# Aufruf einer .exe datei, in einem jar



## hankenberge (17. August 2004)

hallo zusammen,

ich möchte gerne eine .exe-Date aufrufen die sich in einem jar-datei befindet.
Images bekomme ich aus dem jar raus, wie geht denn das mit einer exe?
Danke

Ingo


----------



## squeaker (18. August 2004)

lesen, in eine neue (ungepackte) Datei schreiben und dann mit ausführen. Ohne sie auf die Platte zu schreiben wird es nicht gehen fürchte ich (ausser mit viel Aufwand über die JNI)


----------



## Thomas Darimont (19. August 2004)

Hallo!

Das exe Dateien ja nur unter Windows gibt können wir es uns schön einfach machen:

http://www.winzip.de/wzcline.htm

Von java aus rufen wir dann dieses WinZip Konsolen tool auf mitdem wir dann ganz einfach mit bestimmten Parametern eine Exedatei aus einem Zip Archiv (jars sind nichts anderes) aufrufen können ohne das ganze zu Entpacken.

Eine andere Möglichkeit würde daraus bestehen die Exe Datei per InputStream aus dem Jar zu laden das Ding auf die Platte zu schreiben den InputStream zu schließen und das Programm auszuführen.

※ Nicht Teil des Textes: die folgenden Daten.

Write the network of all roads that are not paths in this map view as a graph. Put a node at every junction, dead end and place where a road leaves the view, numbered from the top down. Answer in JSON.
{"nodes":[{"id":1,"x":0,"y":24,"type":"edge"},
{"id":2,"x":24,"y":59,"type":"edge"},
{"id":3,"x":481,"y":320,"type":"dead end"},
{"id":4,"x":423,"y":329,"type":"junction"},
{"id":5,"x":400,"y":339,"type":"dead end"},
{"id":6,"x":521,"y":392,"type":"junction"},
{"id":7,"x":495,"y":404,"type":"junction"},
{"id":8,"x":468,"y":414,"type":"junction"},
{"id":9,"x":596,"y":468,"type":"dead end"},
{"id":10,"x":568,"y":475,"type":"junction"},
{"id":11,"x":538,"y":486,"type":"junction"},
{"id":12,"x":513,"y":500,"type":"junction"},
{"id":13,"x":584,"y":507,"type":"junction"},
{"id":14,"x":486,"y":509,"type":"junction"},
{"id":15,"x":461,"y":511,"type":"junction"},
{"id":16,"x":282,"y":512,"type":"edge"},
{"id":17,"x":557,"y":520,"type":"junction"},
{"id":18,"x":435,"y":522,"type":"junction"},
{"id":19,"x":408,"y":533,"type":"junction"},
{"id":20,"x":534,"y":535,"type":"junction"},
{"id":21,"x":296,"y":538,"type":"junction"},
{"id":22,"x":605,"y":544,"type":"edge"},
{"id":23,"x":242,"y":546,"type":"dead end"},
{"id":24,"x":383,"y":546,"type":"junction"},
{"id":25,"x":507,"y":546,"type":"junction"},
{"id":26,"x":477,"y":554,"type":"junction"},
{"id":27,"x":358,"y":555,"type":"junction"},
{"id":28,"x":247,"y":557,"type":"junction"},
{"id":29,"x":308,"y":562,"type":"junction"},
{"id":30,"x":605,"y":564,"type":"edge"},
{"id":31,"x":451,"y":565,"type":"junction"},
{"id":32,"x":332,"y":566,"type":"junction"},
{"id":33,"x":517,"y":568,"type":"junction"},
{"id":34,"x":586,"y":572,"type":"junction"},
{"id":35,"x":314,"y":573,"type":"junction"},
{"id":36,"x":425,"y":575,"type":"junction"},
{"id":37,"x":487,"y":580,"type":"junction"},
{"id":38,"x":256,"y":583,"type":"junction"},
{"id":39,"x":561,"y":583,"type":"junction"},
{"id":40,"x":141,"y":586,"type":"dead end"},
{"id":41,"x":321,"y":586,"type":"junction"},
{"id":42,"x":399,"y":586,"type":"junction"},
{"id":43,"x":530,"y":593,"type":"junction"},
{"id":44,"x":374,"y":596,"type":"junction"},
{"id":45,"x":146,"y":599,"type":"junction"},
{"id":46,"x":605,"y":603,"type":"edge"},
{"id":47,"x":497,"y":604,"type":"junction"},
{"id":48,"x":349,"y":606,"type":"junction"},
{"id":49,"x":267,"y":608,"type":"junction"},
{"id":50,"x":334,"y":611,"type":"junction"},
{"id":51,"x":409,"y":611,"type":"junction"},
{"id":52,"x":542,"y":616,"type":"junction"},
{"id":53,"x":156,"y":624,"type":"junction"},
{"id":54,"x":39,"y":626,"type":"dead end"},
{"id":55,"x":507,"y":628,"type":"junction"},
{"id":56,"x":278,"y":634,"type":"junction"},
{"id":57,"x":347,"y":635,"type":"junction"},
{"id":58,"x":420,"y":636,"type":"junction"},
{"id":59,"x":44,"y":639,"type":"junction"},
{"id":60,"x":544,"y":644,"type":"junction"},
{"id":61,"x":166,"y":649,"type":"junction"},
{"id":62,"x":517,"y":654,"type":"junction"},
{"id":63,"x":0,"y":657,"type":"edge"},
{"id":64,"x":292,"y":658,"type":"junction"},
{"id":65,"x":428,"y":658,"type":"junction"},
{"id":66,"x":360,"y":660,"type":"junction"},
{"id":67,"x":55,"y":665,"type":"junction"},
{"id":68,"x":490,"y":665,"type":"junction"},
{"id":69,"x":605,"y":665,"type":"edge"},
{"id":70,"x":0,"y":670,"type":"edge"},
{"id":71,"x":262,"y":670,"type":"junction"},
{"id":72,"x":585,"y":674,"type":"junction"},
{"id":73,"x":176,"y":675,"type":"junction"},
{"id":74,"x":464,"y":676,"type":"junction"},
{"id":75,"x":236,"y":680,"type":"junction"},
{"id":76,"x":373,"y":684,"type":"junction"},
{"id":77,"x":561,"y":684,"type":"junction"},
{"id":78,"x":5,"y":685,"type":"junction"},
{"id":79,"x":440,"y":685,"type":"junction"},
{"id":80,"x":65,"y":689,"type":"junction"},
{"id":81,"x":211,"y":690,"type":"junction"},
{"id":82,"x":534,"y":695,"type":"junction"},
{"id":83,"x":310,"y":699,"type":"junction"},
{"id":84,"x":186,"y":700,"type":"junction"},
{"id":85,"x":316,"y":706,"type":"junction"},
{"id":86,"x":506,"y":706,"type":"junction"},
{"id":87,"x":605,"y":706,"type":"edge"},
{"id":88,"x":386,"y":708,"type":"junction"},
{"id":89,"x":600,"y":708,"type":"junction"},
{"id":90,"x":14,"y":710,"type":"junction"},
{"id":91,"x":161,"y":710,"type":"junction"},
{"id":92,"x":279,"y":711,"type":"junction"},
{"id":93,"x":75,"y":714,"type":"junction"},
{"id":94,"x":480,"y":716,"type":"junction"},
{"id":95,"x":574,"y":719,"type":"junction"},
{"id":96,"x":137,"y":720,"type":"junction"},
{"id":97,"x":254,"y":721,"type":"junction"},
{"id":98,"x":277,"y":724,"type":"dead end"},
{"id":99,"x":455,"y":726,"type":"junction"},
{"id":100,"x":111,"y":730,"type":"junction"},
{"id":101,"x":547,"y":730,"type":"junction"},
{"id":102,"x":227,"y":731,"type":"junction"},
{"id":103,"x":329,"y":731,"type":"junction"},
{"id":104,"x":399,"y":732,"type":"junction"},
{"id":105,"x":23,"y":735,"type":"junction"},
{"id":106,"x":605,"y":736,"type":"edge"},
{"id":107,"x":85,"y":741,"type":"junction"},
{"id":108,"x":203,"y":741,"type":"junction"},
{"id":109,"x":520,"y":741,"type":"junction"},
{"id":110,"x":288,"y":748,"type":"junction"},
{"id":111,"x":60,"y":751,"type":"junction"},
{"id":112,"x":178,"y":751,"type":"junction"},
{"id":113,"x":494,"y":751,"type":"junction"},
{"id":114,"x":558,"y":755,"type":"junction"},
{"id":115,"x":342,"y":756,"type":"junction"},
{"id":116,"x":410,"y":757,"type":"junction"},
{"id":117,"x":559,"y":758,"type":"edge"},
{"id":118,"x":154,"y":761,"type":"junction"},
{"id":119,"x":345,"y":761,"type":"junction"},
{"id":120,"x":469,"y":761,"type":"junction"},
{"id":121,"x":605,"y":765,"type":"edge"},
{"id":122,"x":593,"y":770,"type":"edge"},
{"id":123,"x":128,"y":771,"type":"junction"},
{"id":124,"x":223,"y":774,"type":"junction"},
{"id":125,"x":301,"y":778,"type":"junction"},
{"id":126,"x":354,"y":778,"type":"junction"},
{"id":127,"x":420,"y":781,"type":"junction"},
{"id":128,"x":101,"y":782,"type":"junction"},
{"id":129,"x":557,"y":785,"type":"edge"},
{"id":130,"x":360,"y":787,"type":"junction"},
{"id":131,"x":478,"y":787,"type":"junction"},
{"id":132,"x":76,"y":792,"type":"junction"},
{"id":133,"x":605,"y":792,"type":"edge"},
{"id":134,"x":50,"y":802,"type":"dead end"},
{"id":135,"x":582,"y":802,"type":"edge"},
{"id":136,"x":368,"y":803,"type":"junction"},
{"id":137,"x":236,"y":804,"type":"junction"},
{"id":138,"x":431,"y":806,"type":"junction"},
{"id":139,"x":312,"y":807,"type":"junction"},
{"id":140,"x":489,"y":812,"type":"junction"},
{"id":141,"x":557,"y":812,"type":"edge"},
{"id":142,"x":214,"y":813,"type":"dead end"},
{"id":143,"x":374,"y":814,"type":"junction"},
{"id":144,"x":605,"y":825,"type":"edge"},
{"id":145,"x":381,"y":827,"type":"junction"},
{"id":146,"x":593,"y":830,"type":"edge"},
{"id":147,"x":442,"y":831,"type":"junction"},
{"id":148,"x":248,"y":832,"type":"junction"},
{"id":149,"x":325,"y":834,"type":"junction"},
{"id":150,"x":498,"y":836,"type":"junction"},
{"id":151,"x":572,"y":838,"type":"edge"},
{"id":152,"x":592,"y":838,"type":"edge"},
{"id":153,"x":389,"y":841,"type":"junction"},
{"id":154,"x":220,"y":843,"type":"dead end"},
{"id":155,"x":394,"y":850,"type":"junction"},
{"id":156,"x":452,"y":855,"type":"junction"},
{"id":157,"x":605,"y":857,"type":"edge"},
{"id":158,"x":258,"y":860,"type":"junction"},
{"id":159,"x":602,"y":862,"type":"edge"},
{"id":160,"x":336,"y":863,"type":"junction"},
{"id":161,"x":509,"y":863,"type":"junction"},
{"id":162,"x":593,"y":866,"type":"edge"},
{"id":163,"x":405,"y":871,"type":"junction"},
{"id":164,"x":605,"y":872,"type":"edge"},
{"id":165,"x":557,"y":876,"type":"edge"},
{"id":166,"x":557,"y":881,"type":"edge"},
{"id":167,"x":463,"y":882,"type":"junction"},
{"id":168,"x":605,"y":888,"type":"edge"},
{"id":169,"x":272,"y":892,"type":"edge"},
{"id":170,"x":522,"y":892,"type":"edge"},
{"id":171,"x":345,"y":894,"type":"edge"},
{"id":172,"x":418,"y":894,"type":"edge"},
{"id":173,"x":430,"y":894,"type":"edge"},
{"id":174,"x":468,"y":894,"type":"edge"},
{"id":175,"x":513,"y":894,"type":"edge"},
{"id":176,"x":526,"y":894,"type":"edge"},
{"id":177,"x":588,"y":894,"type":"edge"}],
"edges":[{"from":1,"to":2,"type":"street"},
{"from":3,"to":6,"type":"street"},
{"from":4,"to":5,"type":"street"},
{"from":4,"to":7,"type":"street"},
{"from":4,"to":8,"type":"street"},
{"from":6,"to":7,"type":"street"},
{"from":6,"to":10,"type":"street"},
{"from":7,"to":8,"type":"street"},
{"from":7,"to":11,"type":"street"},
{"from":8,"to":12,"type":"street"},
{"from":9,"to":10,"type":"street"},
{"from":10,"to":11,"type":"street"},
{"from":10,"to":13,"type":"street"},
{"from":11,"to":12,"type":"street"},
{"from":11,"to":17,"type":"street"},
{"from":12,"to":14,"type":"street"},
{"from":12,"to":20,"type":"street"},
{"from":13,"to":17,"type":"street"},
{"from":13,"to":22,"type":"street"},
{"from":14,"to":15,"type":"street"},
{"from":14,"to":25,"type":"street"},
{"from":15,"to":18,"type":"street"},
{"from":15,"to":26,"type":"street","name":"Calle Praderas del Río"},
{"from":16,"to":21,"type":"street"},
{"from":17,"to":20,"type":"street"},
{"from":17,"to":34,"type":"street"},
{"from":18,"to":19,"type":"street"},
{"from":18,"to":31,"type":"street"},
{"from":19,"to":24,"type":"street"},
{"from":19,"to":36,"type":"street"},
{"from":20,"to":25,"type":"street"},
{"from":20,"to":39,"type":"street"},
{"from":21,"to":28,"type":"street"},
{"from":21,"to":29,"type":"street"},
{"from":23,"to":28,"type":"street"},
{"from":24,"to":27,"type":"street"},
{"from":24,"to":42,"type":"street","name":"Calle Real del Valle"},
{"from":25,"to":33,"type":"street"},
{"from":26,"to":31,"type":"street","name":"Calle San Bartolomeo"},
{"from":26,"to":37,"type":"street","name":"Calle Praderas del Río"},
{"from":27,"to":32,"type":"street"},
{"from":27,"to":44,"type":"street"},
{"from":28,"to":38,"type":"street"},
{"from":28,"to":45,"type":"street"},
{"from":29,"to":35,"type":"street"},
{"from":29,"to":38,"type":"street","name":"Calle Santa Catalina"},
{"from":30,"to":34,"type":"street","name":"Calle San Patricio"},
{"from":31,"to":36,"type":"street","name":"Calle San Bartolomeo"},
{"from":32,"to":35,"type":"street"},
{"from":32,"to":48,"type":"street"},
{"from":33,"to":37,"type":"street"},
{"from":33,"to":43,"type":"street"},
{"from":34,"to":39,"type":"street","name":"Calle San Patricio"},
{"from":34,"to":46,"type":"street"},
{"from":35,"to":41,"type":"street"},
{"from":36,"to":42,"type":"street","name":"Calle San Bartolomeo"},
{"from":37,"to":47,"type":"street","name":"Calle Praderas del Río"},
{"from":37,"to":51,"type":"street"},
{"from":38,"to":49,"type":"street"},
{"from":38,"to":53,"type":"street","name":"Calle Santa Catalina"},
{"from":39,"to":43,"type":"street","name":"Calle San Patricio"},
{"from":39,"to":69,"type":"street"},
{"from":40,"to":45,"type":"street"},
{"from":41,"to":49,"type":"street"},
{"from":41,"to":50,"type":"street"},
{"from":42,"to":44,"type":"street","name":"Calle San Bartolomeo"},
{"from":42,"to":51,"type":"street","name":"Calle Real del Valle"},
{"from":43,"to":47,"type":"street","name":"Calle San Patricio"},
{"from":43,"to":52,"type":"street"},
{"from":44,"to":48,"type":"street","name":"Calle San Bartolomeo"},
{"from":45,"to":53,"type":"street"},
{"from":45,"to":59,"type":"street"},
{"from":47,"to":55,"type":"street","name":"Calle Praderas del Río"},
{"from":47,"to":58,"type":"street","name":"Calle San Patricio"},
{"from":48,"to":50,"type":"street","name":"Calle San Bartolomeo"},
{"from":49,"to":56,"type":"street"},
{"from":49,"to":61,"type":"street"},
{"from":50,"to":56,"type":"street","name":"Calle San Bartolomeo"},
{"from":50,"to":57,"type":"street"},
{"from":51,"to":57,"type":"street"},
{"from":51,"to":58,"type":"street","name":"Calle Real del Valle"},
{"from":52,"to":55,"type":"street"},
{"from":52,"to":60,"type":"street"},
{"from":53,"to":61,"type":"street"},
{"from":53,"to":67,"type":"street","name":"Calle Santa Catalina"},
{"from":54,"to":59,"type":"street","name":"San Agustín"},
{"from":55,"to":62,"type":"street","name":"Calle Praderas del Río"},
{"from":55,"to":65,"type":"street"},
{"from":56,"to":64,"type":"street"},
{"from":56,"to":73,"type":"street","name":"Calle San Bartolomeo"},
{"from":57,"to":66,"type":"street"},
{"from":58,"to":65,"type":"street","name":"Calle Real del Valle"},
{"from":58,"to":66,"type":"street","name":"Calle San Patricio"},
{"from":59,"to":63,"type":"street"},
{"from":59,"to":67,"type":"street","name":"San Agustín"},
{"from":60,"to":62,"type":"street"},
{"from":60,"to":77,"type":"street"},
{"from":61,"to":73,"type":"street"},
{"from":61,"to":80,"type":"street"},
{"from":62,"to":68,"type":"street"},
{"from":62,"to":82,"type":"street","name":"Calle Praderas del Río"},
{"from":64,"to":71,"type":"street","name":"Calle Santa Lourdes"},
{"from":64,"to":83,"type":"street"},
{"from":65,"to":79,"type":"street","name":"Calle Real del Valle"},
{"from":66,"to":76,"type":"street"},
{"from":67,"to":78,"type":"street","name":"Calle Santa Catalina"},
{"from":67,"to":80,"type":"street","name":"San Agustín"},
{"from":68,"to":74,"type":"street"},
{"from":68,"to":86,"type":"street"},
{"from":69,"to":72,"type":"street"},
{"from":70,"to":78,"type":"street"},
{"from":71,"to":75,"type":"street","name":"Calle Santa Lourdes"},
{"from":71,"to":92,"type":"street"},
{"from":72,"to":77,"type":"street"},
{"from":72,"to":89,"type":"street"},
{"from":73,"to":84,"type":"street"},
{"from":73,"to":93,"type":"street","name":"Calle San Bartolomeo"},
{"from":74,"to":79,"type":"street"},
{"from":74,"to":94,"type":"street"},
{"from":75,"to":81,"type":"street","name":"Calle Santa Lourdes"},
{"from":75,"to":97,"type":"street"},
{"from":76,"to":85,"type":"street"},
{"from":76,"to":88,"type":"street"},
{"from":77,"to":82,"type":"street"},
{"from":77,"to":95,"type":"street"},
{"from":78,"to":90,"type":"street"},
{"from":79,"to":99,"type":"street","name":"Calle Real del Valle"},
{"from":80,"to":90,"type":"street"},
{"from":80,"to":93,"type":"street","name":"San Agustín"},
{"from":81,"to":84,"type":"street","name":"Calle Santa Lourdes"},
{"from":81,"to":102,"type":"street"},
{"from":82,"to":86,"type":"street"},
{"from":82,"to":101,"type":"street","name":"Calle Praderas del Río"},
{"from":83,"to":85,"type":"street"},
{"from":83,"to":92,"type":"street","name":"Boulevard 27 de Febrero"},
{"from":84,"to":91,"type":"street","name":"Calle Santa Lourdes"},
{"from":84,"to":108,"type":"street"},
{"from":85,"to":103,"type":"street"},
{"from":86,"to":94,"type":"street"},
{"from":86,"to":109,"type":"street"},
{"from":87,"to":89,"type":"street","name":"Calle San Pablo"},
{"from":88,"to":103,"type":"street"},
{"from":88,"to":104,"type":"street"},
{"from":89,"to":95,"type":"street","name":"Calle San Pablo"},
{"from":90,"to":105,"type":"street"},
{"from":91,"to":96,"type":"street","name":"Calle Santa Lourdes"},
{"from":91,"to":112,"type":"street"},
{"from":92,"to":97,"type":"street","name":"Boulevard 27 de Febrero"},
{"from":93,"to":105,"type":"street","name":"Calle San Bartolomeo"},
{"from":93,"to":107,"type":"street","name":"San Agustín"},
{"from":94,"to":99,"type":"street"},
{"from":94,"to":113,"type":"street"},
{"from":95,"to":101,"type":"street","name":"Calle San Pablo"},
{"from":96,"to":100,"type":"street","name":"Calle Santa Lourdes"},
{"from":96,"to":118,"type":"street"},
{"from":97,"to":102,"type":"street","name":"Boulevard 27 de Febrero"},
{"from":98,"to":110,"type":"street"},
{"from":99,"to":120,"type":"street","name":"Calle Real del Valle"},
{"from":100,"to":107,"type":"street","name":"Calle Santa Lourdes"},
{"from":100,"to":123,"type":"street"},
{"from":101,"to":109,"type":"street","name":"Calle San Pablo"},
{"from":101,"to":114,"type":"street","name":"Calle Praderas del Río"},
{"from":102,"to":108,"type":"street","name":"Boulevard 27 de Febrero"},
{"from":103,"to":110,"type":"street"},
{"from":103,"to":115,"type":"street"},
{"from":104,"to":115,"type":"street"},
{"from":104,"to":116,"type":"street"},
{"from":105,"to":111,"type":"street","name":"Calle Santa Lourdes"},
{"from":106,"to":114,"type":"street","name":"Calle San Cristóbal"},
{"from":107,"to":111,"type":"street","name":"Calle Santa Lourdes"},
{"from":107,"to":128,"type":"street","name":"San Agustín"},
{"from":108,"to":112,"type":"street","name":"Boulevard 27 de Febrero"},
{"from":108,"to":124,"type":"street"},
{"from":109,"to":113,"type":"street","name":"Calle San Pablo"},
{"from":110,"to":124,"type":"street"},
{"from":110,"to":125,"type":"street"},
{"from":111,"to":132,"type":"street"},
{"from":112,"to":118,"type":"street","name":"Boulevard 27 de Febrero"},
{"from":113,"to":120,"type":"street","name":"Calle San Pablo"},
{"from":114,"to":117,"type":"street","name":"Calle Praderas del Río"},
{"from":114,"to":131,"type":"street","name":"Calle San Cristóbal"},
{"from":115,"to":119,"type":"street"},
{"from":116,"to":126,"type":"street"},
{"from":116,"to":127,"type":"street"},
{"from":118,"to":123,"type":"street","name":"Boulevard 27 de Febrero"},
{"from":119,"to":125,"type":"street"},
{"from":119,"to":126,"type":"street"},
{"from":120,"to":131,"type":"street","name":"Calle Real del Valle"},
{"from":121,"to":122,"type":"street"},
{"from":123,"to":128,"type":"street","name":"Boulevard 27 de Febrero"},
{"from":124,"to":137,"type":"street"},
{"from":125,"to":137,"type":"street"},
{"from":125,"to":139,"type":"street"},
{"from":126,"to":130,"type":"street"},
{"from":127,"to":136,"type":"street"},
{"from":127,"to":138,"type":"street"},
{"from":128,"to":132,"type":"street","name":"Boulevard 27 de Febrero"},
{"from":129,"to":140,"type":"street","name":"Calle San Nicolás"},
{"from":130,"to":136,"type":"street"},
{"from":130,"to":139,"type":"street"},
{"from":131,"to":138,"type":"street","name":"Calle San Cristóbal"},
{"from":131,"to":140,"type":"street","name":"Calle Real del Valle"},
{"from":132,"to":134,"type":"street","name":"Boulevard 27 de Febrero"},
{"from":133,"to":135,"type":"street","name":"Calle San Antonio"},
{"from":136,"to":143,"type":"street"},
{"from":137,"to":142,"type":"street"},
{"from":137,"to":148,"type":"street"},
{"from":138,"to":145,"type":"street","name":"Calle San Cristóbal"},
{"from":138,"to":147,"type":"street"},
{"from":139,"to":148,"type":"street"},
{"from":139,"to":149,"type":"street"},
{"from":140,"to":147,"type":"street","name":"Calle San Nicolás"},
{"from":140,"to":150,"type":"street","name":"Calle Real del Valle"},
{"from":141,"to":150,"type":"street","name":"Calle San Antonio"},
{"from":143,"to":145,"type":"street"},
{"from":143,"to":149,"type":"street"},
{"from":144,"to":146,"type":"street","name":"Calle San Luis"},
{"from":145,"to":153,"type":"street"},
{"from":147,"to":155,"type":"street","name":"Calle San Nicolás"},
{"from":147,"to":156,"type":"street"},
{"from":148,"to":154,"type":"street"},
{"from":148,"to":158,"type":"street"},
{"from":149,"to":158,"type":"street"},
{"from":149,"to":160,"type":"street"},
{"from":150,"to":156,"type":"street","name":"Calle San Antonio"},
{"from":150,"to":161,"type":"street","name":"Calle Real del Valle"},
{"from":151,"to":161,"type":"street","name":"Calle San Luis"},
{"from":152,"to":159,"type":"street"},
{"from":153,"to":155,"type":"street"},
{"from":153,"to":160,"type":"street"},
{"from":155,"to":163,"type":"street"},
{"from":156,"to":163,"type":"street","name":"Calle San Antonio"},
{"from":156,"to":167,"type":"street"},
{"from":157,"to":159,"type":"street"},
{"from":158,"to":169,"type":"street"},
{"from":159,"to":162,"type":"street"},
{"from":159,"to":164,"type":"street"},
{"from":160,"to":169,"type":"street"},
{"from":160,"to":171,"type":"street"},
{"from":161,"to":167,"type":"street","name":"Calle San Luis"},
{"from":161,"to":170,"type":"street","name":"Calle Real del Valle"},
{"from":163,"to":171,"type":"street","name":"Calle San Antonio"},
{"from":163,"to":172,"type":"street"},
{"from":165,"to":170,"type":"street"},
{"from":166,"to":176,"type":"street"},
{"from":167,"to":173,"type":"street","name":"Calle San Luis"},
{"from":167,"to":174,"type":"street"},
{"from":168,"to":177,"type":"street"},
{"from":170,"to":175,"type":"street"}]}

Nach erfolgreicher Ausführung könnte man die exe wieder löschen.

Gruß Tom


----------



## hankenberge (31. August 2004)

*nachfrage*



> _Original geschrieben von Thomas Darimont _
> *
> Eine andere Möglichkeit würde daraus bestehen die Exe Datei per InputStream aus dem Jar zu laden das Ding auf die Platte zu schreiben den InputStream zu schließen und das Programm auszuführen. Nach erfolgreicher Ausführung könnte man die exe wieder löschen.
> 
> Gruß Tom *



danke tom für diesen tip

der erste fällt leiderraus. ich soll am ende nur eine einzige Datei haben.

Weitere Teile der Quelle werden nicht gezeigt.